[Records contained in a dataset]
——————————
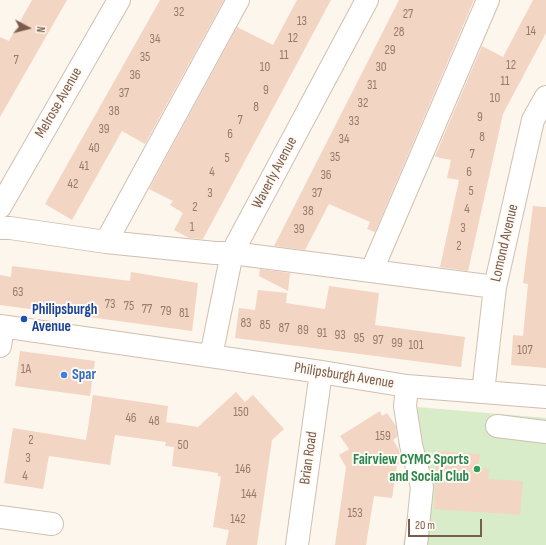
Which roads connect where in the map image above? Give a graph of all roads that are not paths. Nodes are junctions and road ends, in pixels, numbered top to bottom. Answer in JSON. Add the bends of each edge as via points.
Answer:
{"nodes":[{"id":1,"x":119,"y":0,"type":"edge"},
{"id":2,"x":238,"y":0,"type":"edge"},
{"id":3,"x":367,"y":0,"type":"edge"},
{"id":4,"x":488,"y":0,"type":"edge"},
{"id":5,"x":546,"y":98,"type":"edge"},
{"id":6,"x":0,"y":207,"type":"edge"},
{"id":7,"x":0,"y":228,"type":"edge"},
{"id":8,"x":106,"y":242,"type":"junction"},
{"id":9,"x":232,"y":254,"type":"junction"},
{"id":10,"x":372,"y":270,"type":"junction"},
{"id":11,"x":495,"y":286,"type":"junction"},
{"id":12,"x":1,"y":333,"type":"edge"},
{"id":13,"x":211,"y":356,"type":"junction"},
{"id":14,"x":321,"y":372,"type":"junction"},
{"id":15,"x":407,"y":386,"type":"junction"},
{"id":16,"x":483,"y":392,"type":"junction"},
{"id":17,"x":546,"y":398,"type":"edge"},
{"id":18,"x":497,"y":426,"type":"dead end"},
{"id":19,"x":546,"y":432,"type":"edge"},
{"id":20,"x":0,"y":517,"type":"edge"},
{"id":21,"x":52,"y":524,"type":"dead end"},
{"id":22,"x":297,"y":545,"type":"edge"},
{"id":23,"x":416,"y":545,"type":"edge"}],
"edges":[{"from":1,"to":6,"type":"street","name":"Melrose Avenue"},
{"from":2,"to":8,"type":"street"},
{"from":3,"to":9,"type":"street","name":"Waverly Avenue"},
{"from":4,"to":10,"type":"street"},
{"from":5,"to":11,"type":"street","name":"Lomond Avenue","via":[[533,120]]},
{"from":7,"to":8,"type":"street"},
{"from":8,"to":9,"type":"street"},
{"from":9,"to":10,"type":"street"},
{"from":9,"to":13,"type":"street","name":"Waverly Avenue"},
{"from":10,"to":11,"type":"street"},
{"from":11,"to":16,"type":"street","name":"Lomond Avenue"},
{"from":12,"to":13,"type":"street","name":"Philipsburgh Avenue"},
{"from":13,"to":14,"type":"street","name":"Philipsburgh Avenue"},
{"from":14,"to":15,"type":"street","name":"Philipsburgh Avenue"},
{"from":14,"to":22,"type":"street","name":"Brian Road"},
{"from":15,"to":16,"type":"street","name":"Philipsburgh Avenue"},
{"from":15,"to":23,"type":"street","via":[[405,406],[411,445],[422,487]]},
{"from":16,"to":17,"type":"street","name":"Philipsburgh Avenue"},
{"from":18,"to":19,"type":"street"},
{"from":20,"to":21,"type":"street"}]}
——————————
◆ **Work to complete**: Show all lines in the records above that hold "Avenue".

◆ **Answer section**:
"edges":[{"from":1,"to":6,"type":"street","name":"Melrose Avenue"},
{"from":3,"to":9,"type":"street","name":"Waverly Avenue"},
{"from":5,"to":11,"type":"street","name":"Lomond Avenue","via":[[533,120]]},
{"from":9,"to":13,"type":"street","name":"Waverly Avenue"},
{"from":11,"to":16,"type":"street","name":"Lomond Avenue"},
{"from":12,"to":13,"type":"street","name":"Philipsburgh Avenue"},
{"from":13,"to":14,"type":"street","name":"Philipsburgh Avenue"},
{"from":14,"to":15,"type":"street","name":"Philipsburgh Avenue"},
{"from":15,"to":16,"type":"street","name":"Philipsburgh Avenue"},
{"from":16,"to":17,"type":"street","name":"Philipsburgh Avenue"},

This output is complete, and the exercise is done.